Exercise data -

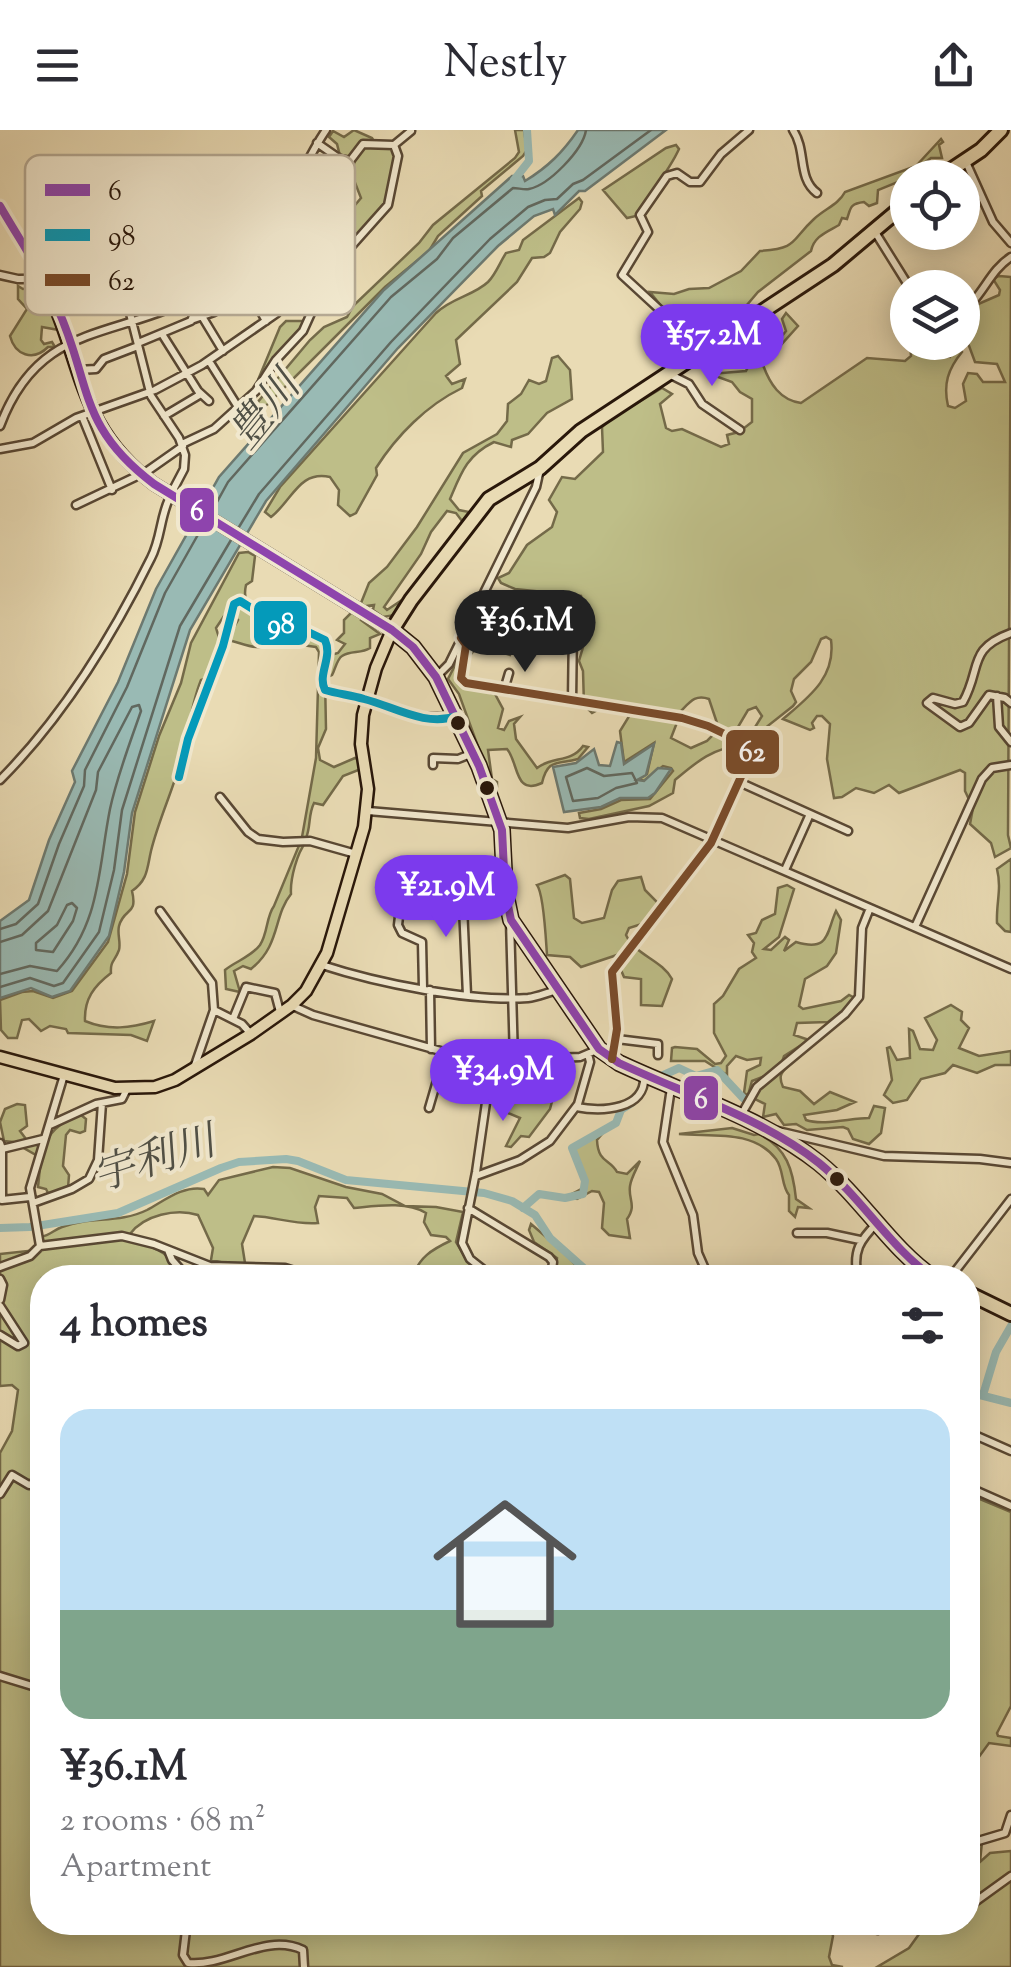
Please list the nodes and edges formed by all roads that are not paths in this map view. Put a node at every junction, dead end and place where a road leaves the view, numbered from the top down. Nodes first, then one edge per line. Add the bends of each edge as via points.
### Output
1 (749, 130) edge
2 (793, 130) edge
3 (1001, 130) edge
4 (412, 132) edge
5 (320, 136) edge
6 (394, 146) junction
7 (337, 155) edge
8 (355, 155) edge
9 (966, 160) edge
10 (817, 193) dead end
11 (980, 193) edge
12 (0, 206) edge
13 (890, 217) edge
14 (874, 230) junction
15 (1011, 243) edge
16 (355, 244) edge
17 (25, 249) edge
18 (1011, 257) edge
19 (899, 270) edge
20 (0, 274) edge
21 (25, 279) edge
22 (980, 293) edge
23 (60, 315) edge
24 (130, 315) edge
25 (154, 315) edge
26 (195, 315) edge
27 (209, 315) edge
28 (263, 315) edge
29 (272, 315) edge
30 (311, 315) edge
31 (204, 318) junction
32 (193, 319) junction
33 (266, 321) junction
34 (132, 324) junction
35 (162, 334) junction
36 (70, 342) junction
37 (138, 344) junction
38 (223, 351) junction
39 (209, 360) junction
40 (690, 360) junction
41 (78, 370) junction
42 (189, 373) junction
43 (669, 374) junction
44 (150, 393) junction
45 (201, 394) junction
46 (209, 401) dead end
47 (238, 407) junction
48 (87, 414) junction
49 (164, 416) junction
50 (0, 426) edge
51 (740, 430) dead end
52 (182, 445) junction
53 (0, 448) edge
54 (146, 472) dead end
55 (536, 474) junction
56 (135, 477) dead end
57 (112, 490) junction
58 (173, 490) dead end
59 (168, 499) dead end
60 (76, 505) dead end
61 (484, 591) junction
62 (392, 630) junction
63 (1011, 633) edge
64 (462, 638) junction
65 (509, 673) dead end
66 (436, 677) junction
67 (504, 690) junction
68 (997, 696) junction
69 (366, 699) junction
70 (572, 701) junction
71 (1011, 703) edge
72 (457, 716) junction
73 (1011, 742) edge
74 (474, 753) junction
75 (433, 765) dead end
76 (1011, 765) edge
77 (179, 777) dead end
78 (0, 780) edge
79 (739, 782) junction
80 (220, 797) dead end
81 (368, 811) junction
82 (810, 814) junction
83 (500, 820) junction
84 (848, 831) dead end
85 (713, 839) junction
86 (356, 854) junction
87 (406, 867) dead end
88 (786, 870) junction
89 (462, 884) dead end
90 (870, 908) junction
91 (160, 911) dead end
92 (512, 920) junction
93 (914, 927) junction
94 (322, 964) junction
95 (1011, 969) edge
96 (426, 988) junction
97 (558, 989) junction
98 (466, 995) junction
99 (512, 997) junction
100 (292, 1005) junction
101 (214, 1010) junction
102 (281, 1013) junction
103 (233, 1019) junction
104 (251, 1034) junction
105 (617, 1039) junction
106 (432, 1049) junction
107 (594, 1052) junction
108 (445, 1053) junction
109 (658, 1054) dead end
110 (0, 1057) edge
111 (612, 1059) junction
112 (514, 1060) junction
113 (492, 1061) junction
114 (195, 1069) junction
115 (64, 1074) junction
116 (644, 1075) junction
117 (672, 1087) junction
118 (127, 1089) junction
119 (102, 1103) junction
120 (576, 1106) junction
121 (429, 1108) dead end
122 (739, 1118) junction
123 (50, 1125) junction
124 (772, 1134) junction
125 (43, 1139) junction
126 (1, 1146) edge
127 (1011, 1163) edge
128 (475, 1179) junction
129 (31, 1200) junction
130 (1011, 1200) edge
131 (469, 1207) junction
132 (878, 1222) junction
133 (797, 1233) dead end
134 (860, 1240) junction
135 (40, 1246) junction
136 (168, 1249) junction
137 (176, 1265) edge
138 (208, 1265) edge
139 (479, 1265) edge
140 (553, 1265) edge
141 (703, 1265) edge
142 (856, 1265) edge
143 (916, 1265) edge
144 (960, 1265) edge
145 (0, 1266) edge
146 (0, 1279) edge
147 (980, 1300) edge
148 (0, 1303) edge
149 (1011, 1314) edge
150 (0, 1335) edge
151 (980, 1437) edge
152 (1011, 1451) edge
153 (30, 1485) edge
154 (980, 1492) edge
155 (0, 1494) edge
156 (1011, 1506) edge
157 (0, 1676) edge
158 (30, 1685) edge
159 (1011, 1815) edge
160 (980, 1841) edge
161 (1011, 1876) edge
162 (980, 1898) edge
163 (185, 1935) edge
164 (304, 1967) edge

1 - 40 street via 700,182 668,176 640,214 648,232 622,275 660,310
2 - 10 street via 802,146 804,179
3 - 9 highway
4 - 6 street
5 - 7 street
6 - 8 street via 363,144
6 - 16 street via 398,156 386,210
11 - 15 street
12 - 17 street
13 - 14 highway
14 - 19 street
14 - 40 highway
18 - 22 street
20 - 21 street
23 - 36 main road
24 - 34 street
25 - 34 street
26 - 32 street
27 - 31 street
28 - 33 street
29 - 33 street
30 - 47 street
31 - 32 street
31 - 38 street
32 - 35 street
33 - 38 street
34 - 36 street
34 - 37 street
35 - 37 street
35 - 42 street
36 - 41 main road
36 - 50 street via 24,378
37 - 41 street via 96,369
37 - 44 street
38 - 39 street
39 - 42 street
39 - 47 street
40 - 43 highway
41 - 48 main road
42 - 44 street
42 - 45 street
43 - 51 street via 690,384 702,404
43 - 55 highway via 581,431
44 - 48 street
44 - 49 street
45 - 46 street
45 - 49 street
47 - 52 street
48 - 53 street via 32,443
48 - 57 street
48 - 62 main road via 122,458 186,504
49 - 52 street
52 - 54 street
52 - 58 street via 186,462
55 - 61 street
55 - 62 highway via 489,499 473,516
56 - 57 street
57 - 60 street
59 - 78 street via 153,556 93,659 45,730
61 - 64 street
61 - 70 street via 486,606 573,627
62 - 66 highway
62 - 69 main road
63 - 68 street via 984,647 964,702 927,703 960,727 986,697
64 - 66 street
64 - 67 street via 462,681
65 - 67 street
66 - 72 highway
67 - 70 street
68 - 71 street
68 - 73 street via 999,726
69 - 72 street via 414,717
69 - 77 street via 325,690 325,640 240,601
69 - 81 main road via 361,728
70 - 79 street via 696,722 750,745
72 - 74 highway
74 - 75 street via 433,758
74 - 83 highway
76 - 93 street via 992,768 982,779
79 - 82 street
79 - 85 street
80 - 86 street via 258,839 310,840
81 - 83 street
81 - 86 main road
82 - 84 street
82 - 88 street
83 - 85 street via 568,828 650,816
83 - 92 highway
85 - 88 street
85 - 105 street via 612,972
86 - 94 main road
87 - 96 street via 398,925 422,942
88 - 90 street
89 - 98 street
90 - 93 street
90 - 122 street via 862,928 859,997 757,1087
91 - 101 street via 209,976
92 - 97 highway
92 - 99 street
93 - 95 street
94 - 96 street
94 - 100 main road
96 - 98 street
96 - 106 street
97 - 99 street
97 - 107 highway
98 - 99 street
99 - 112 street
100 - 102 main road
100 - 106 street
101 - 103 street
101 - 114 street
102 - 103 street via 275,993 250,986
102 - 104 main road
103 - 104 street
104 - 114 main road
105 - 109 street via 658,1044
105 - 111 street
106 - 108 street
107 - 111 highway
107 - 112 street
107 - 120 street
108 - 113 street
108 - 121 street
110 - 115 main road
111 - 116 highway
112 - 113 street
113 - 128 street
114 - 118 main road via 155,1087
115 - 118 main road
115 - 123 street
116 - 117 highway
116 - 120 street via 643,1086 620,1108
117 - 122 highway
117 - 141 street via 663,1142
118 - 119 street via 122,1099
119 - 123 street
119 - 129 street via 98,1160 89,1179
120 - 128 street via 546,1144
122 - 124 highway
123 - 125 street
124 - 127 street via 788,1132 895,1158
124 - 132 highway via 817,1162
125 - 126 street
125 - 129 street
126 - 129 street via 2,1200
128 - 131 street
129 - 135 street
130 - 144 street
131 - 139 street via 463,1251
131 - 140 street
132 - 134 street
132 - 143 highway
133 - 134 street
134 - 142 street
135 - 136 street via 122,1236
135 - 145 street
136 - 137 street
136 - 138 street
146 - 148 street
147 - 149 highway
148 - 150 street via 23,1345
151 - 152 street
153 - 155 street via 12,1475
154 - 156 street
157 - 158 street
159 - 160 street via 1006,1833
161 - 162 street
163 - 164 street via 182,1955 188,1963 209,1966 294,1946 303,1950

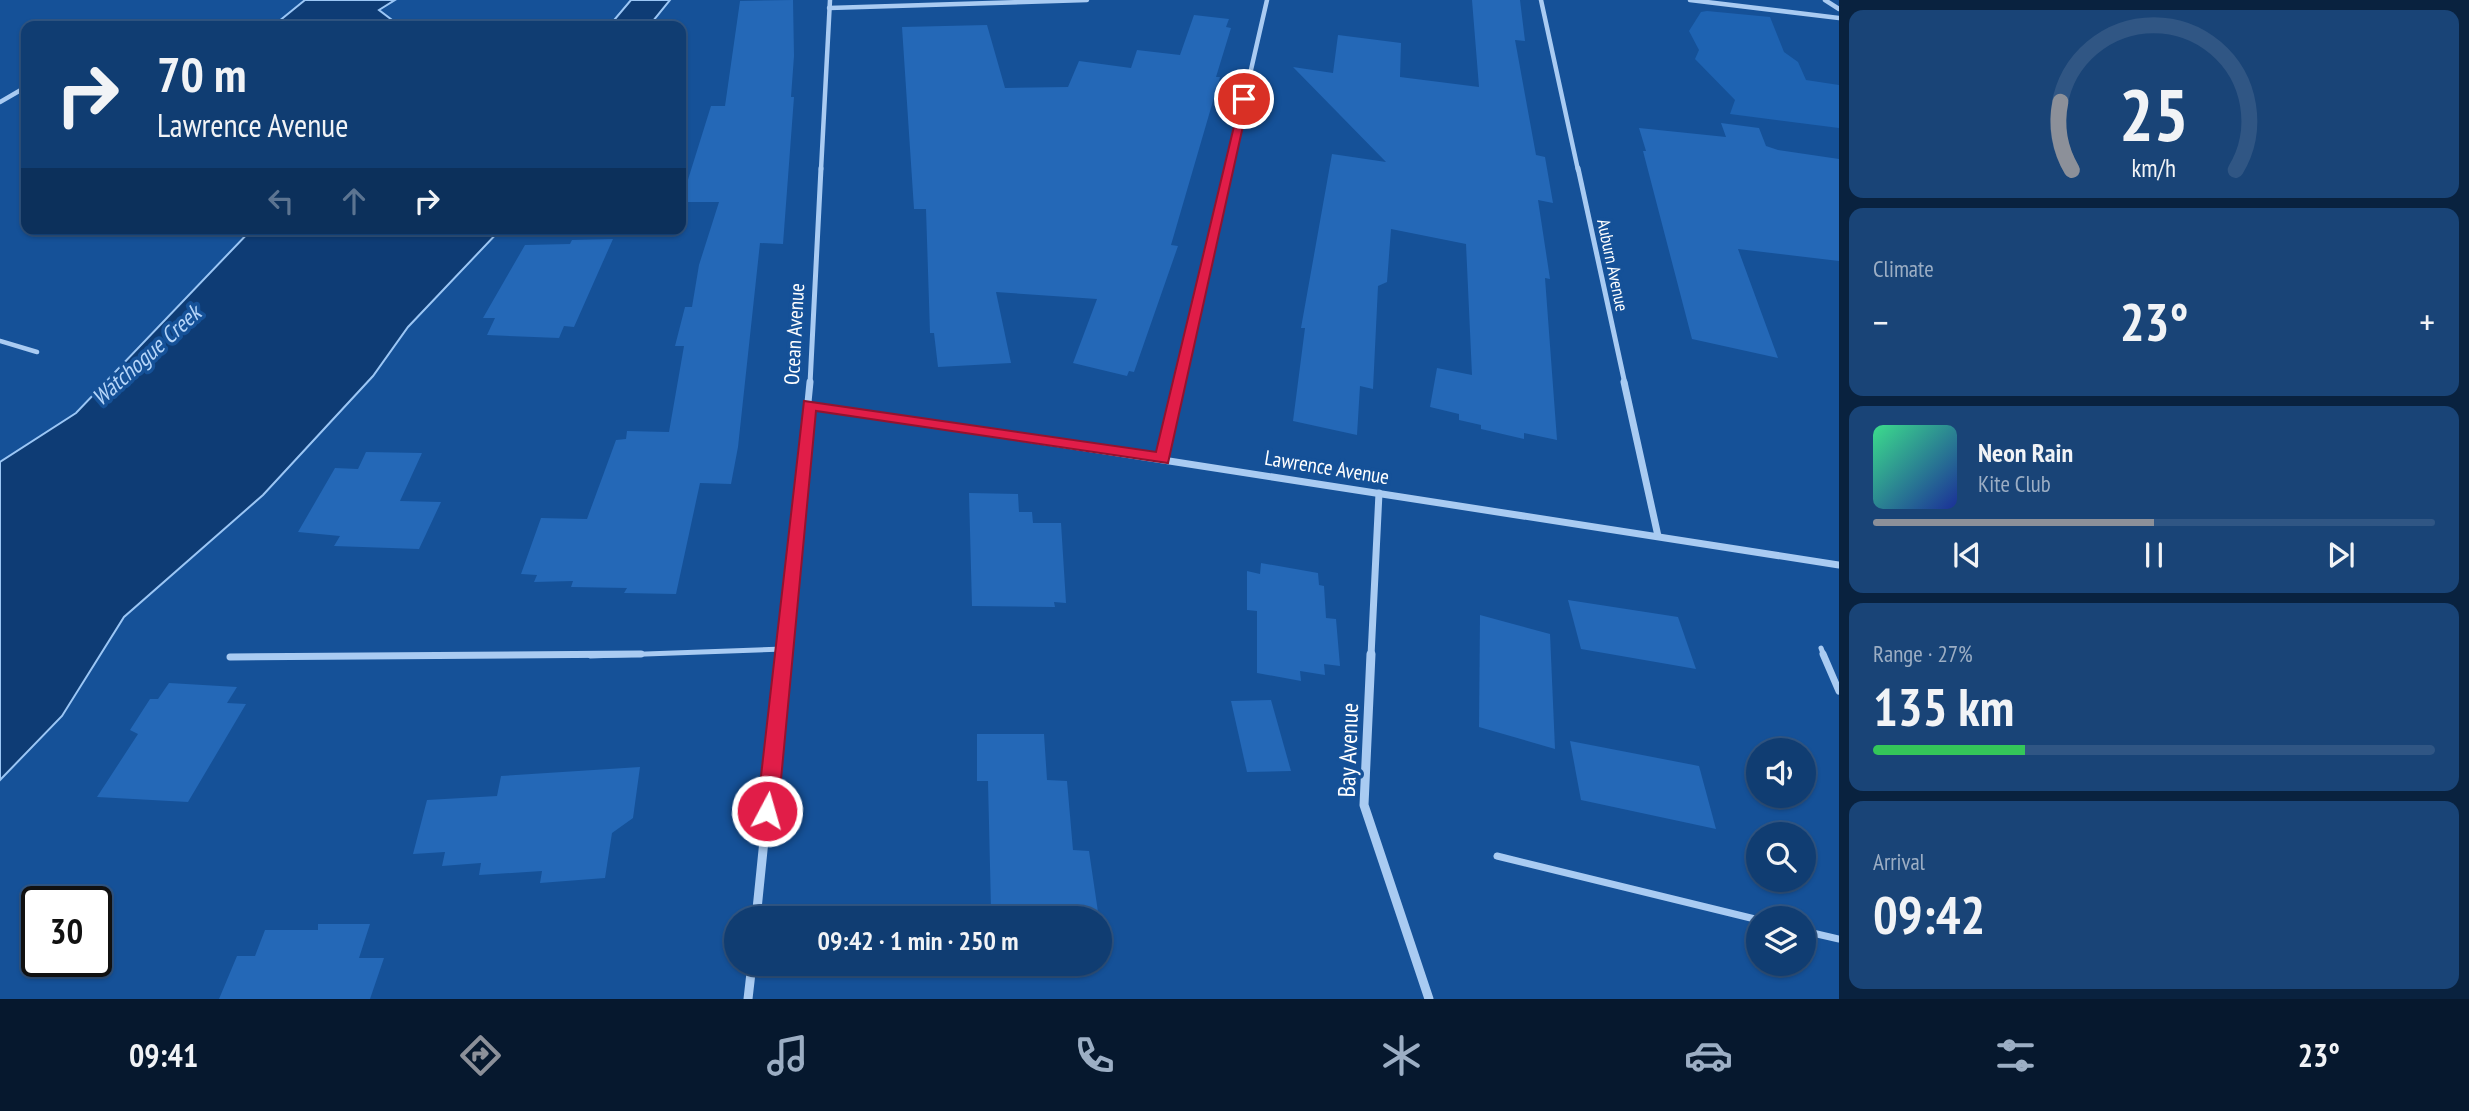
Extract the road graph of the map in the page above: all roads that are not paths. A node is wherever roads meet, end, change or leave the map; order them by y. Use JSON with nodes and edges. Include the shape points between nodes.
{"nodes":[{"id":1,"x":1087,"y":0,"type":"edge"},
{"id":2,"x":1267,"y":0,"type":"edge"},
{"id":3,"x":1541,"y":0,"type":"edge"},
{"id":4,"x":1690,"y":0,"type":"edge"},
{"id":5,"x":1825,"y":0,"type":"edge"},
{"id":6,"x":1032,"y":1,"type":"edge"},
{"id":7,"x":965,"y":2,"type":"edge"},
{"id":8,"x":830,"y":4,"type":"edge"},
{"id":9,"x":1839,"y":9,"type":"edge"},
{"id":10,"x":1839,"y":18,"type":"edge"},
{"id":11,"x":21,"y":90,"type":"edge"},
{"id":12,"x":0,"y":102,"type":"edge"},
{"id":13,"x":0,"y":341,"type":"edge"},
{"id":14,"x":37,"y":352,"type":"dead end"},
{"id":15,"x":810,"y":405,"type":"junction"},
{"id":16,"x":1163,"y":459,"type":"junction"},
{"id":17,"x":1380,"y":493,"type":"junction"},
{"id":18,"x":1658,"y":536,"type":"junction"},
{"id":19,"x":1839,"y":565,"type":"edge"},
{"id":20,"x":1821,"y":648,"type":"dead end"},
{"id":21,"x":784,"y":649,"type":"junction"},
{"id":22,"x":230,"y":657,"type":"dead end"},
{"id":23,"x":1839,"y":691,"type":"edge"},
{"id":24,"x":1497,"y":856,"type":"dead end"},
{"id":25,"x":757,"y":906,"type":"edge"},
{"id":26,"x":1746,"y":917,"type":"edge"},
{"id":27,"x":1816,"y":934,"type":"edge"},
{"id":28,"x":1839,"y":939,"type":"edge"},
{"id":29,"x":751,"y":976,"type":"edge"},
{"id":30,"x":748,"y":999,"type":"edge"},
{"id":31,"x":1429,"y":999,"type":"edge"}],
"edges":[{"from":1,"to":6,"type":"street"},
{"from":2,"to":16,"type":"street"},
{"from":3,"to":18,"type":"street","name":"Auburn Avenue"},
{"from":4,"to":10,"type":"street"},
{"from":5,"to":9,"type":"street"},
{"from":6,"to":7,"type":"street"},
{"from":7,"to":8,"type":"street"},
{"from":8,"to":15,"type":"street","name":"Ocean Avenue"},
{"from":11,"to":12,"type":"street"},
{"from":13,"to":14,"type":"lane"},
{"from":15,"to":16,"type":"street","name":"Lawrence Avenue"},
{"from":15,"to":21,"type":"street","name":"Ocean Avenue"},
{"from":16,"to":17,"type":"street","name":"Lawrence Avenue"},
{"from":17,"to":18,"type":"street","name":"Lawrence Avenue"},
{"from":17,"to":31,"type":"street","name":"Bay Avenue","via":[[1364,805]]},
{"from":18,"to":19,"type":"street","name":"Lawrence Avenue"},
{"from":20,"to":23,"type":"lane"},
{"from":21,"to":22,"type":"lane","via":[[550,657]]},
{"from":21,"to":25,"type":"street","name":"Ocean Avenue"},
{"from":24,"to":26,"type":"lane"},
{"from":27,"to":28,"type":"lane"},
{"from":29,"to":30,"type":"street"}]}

Exercise - From the data above, how many lines contain the word "edges"? Give the number alone.

Result for this task - 3